I know this not only because I've read about those tea parties, but because I actually attended more than one of them, when I was a child. My grandmother enjoyed, as often as she could muster it, a good chat with an elderly lady who lived across the street, a Mrs. Cliburn was her name. These chats always took place on the front porch, an extension of the living room in good weather, and they always involved pots of tea and teacakes. And wicker chairs and hand-held fans and ferns wafting slowly in the breeze above the porch's banisters. And exclamations about how I declare, I just don't know what the world is coming to these days, there's so much meanness out there. And children who were expected to be seen but not heard, and who were expected to nibble gag-inducing teacakes as they listened respectfully to litanies of the world's woes.
And then there were similar tea parties under a rose arbor at the house of two maiden ladies on the other side of town, whose names I've long since forgotten, but whom my grandmother loved to visit--and tea was served on elegant little covered wicker tables there, as we swung in creaky old swings under the roses. As I think about it, these may have been the two maiden aunts who raised her nephew George when George's mother Frances died young of tuberculosis, and when my grandmother's brother John then relinquished the raising of their son to his sisters-in-law Ruth and Mary, women of some wealth and influence, since they'd been savvy enough to buy, together, a controlling share in one of Little Rock's largest banks. Women my grandmother admired for their business savvy, though she did not move in their social circles, and whom she loved for their kindness to her nephew . . . .

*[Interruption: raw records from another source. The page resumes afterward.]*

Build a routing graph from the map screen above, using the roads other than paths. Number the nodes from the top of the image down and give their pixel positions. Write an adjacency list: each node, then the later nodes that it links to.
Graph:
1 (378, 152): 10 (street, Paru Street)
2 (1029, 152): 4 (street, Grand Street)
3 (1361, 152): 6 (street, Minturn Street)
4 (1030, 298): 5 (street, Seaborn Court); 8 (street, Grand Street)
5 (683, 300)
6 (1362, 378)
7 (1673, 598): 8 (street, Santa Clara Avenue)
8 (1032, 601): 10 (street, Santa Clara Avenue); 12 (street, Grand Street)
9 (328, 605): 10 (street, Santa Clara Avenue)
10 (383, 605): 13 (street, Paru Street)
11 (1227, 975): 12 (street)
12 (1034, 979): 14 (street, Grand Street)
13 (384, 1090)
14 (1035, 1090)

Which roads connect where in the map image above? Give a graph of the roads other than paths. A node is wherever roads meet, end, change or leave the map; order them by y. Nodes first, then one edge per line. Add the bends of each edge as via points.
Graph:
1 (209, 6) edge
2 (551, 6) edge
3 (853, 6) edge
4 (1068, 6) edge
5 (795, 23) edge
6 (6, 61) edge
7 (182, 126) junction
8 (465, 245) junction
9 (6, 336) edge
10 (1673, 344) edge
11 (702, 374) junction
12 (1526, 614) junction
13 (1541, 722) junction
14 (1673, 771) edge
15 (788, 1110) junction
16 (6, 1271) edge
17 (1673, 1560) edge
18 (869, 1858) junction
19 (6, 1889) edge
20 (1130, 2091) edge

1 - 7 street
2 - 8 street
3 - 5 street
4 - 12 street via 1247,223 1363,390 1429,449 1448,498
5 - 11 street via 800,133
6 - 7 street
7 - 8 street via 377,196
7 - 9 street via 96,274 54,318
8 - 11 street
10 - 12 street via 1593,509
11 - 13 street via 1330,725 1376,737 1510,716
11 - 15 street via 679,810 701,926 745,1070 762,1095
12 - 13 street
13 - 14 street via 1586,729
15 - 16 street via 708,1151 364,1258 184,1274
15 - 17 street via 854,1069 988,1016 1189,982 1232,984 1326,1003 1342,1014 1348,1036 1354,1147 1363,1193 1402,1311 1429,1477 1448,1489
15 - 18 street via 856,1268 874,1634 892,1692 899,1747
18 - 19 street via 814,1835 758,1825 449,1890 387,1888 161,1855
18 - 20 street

I can't say I've come to appreciate teacakes any more in my old age. But I have come to appreciate what they meant to my grandmothers. They represented a rare treat from their own childhoods, in which expensive store-bought luxuries like cookies were unthinkable rarities. And in which a little cake to be eaten with tea could represent a party, an occasion to interrupt the ceaseless round of chores and sit a spell, fanning oneself and decrying the wickedness of the world as one caught up on the latest news about what young woman had disgraced what local family by swimming with the boys in the town's mill pond. And what new rough beast was slouching down the road to give birth to what new unexpected wickedness in a world in which women had begun to bob their hair, don men's clothes, and scheme to take men's jobs in a world turned upside down.